PREVAILING LATITUDE

Siddhartha Mitter on the Sharjah Biennial
Siddhartha Mitter, Artforum, May 3, 2023

AT THE DAWN OF THE CENTURY, no special sign presaged Sharjah’s rise to its present status as an artistic incubator and arguably today’s most influential hub of research and creation focused on what is now called the Global South. Yes, its ruler, Sheikh Sultan bin Muhammad Al Qasimi, launched the Sharjah Biennial in 1993. But in its early editions, the exhibition was relatively staid, presenting neo-modernist art from Arab and Muslim countries on the national-pavilion model.

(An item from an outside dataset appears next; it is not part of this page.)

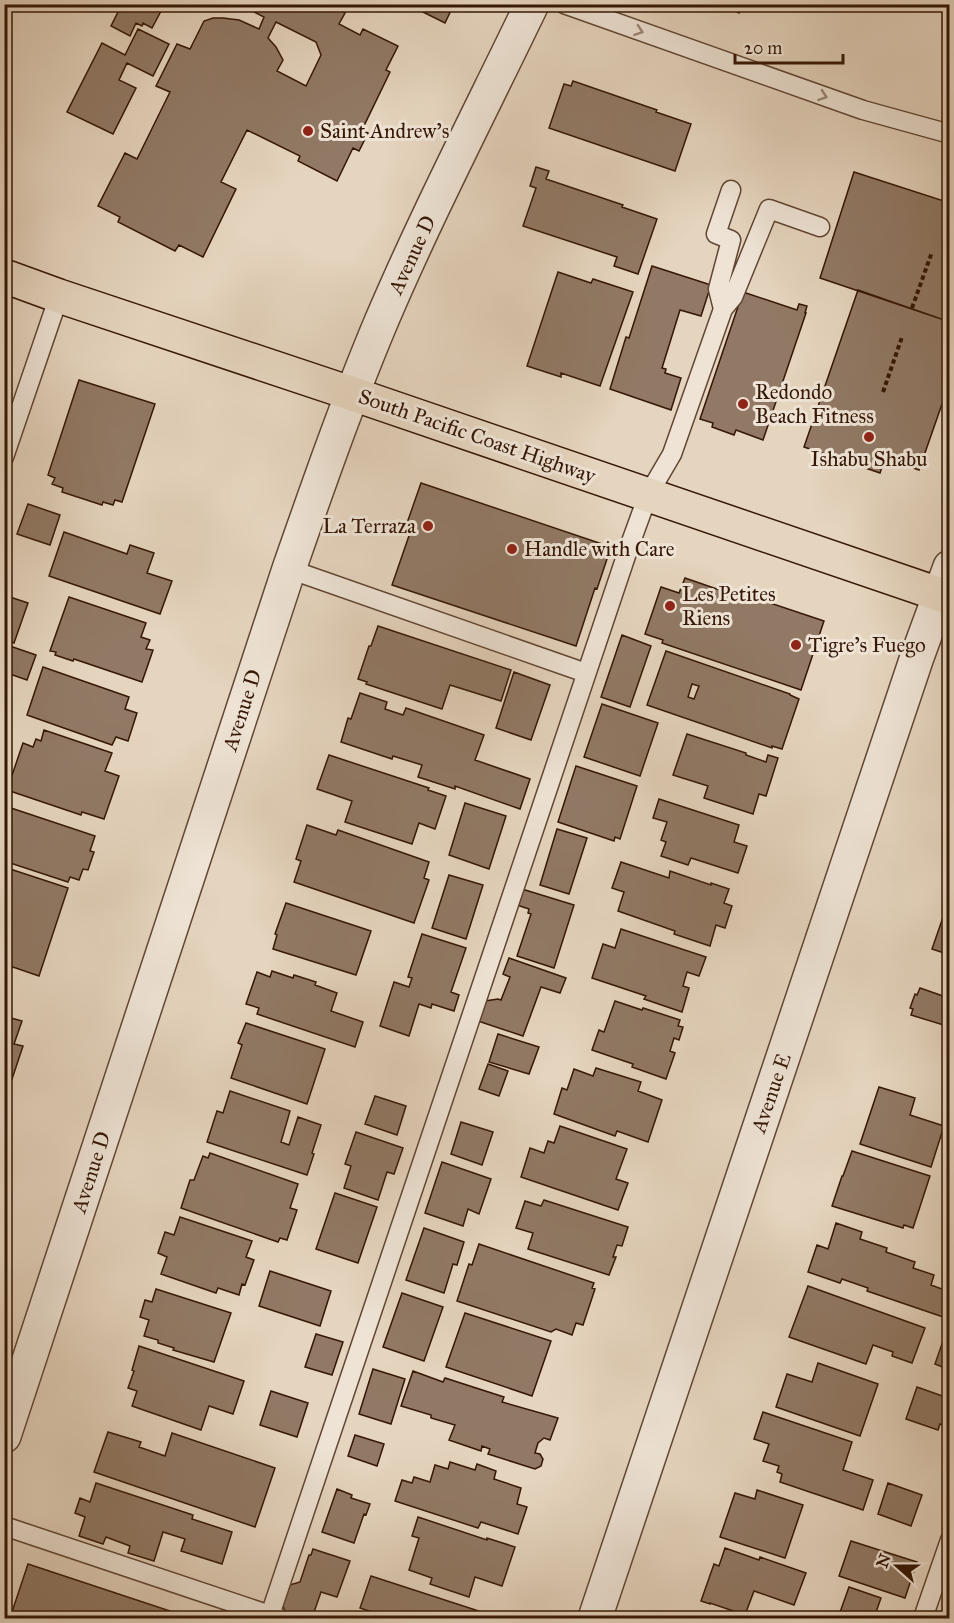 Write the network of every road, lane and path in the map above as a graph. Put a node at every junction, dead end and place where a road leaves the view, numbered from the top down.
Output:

Compared with glitzy Dubai, the city of Sharjah, capital of the eponymous emirate, was (and remains) low-rise and conservative despite the influx of wealth from oil and gas.

 
One of the hardest contradictions to bridge, in my view, is between, on the one hand, the humanistic approach advocated by the biennial (and the foundation’s projects in general) and, on the other, the UAE’s nationality laws, which put citizenship nearly out of reach for the people of non-Emirati origin who compose the vast bulk of the population, making their status contingent on their labor. Perhaps this context lends an extra edge to the showing of works such as Prajakta Potnis’s multimedia Cracks in the Master’s House, 2021–22, which includes recordings of domestic workers in India expressing the toll of their labor and describing their dreams.